## What is required:
Report back the lines in this listing that carry the string "Raelene".

[[ Materials provided open ]]

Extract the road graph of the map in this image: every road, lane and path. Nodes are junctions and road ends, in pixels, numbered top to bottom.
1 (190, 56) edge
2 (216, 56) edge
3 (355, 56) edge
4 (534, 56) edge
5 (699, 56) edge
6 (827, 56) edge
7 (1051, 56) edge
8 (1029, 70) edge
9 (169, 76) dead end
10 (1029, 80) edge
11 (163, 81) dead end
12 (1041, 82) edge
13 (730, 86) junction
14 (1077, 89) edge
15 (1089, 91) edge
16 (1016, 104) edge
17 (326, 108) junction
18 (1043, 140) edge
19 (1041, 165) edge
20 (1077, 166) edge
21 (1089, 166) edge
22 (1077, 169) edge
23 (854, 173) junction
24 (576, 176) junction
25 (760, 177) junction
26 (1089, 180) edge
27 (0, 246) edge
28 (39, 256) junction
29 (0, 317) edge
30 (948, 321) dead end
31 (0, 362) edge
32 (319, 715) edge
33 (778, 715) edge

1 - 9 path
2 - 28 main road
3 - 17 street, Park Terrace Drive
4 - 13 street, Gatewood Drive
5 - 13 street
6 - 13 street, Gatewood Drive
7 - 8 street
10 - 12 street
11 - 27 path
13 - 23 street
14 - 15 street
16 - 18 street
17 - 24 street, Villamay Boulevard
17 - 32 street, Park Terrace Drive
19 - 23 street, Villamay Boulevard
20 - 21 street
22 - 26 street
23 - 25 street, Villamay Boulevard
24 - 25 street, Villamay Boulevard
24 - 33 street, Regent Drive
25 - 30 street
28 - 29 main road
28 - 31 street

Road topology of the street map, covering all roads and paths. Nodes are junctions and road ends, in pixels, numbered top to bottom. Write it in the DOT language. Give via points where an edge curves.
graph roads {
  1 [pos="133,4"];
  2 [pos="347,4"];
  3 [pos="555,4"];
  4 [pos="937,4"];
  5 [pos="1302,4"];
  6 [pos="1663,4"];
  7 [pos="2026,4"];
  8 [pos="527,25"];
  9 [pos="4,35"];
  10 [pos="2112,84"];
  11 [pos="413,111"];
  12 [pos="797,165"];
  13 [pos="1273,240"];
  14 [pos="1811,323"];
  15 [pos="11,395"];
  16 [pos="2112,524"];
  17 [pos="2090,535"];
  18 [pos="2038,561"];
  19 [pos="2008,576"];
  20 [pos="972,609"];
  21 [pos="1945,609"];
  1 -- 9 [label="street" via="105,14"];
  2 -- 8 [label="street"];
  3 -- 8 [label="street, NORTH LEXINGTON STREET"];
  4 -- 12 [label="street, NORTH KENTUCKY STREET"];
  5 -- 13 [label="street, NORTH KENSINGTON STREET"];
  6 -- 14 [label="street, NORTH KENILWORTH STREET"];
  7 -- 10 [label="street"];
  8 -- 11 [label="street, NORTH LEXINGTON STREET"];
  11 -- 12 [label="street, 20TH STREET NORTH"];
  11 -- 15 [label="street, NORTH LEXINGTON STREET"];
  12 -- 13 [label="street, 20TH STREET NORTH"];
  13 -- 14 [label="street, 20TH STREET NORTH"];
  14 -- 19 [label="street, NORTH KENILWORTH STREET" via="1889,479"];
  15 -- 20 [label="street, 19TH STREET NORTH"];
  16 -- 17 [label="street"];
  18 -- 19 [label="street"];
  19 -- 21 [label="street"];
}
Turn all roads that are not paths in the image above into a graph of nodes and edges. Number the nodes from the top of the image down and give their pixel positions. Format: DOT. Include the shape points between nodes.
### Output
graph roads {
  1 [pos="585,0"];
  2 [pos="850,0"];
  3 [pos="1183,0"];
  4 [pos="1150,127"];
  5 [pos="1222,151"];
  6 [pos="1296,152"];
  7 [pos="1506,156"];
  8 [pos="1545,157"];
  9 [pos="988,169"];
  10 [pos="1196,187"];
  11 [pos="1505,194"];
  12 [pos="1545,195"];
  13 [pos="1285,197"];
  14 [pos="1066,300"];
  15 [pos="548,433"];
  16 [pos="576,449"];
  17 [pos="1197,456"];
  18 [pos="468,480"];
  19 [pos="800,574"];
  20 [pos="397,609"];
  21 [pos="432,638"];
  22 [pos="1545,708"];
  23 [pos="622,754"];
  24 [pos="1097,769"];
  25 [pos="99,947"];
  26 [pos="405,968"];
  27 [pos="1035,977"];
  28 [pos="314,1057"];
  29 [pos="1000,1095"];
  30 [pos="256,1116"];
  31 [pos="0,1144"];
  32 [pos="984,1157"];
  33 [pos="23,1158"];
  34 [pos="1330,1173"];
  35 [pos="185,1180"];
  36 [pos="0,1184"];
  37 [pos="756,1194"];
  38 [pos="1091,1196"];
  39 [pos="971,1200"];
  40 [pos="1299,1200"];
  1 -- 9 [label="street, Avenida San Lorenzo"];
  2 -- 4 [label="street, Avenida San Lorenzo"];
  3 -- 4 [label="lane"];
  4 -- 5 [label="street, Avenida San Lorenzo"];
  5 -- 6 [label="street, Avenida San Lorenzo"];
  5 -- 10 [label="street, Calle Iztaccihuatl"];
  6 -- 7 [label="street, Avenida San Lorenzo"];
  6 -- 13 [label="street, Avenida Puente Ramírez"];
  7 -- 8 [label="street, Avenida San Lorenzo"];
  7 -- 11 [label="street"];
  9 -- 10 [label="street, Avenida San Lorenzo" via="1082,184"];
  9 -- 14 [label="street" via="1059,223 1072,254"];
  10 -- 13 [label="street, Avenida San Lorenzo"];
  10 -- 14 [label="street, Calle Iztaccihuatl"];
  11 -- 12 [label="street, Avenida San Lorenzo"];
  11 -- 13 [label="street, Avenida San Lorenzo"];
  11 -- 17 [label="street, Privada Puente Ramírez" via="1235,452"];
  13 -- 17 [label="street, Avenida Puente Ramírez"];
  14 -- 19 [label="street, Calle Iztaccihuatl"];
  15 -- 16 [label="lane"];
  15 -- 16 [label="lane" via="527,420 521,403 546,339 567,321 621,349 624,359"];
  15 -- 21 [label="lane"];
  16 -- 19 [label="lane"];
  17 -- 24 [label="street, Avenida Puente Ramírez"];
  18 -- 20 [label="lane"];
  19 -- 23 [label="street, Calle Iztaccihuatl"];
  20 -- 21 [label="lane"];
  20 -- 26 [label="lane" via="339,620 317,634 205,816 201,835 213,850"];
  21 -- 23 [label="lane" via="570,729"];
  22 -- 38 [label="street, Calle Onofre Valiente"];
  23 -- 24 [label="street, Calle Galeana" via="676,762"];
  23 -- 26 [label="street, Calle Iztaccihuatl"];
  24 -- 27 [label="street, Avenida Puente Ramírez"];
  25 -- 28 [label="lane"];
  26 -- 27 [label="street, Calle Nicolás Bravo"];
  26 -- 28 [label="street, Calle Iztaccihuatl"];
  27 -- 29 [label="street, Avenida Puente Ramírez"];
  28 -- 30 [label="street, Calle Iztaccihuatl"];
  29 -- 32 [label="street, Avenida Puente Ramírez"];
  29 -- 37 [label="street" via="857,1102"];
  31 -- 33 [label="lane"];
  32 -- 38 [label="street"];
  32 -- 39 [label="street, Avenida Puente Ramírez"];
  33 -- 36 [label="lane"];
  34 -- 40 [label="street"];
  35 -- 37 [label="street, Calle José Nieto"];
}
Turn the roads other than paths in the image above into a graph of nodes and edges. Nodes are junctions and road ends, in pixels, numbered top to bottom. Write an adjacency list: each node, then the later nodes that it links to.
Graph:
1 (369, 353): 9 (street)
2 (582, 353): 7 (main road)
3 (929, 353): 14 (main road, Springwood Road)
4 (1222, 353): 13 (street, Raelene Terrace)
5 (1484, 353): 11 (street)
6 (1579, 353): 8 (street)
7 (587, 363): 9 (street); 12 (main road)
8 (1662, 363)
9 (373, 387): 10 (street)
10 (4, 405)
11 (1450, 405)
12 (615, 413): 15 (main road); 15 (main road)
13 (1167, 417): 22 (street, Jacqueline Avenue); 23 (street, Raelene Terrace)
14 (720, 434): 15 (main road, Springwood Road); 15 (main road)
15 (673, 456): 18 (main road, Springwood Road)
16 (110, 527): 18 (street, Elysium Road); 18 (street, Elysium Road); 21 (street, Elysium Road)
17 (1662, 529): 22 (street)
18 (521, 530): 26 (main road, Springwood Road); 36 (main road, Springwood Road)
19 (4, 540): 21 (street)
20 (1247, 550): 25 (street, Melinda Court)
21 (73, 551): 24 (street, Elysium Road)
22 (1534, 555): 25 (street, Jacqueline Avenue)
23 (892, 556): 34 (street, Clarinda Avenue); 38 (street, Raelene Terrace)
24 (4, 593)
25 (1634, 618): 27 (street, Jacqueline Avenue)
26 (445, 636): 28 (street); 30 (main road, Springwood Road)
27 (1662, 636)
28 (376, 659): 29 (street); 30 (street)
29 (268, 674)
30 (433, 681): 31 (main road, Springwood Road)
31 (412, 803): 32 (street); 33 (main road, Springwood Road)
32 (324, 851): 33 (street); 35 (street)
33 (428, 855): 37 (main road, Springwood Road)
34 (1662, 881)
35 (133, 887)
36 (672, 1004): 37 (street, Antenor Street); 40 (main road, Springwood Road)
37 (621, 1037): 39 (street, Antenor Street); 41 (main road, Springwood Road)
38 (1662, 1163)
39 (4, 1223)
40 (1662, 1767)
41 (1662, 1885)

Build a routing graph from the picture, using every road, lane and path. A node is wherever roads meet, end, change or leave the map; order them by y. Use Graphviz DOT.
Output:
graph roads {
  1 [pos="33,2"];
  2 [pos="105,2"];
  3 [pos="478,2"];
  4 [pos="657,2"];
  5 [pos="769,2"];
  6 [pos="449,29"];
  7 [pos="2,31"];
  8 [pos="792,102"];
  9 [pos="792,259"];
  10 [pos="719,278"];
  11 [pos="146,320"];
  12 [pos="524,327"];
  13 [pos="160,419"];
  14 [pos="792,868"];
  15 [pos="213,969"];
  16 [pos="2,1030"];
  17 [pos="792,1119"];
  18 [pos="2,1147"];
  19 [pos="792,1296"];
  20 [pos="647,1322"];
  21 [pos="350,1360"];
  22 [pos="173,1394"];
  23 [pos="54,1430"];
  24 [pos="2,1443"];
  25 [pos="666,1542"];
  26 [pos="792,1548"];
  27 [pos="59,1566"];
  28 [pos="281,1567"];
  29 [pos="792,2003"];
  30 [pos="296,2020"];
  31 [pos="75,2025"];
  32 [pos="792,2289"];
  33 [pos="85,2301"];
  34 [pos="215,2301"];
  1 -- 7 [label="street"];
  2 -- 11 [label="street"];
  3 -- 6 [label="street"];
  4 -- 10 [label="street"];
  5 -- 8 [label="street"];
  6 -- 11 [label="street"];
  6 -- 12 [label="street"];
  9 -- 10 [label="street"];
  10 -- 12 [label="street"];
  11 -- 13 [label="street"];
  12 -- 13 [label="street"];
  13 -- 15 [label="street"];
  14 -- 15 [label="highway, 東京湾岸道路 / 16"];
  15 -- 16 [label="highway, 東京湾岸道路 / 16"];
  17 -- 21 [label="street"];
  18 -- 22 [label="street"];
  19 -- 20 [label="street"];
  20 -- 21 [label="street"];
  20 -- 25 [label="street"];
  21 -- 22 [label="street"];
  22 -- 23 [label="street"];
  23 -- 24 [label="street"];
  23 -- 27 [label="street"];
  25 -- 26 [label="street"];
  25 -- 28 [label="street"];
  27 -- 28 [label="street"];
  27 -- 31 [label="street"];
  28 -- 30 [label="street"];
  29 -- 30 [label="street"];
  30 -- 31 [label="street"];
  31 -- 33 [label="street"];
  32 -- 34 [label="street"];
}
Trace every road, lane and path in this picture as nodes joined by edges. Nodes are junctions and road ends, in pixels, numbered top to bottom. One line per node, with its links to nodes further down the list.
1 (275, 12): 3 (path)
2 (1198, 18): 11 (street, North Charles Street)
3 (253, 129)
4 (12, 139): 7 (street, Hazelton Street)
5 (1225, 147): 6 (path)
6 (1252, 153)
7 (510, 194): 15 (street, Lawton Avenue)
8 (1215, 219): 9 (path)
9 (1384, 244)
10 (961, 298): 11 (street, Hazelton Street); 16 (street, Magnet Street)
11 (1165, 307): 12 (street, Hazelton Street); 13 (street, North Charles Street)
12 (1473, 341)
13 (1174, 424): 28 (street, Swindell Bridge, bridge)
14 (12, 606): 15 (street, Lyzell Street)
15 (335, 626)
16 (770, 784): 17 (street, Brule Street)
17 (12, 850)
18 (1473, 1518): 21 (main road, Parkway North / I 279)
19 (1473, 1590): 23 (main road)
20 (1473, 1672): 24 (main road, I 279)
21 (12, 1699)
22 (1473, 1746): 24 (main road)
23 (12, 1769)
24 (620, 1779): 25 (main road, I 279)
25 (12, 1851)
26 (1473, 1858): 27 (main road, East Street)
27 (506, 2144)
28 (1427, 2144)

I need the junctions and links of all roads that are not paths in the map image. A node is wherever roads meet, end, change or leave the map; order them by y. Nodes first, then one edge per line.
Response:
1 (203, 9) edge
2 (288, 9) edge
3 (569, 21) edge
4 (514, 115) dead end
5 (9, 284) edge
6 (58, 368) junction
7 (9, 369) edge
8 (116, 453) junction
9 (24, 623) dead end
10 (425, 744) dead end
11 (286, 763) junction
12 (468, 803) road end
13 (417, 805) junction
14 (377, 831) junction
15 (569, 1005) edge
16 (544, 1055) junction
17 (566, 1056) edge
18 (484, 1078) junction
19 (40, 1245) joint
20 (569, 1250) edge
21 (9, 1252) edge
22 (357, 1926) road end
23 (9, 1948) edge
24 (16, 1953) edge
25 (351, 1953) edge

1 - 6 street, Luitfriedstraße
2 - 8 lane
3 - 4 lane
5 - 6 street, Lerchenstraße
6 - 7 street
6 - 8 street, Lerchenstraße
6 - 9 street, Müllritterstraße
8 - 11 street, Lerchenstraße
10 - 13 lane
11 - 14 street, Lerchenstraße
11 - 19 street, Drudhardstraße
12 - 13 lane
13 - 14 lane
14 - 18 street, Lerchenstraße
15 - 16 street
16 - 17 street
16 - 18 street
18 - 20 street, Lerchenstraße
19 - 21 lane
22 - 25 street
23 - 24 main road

[[ Materials provided closed ]]

## Answer for this exercise:
4 (1222, 353): 13 (street, Raelene Terrace)
13 (1167, 417): 22 (street, Jacqueline Avenue); 23 (street, Raelene Terrace)
23 (892, 556): 34 (street, Clarinda Avenue); 38 (street, Raelene Terrace)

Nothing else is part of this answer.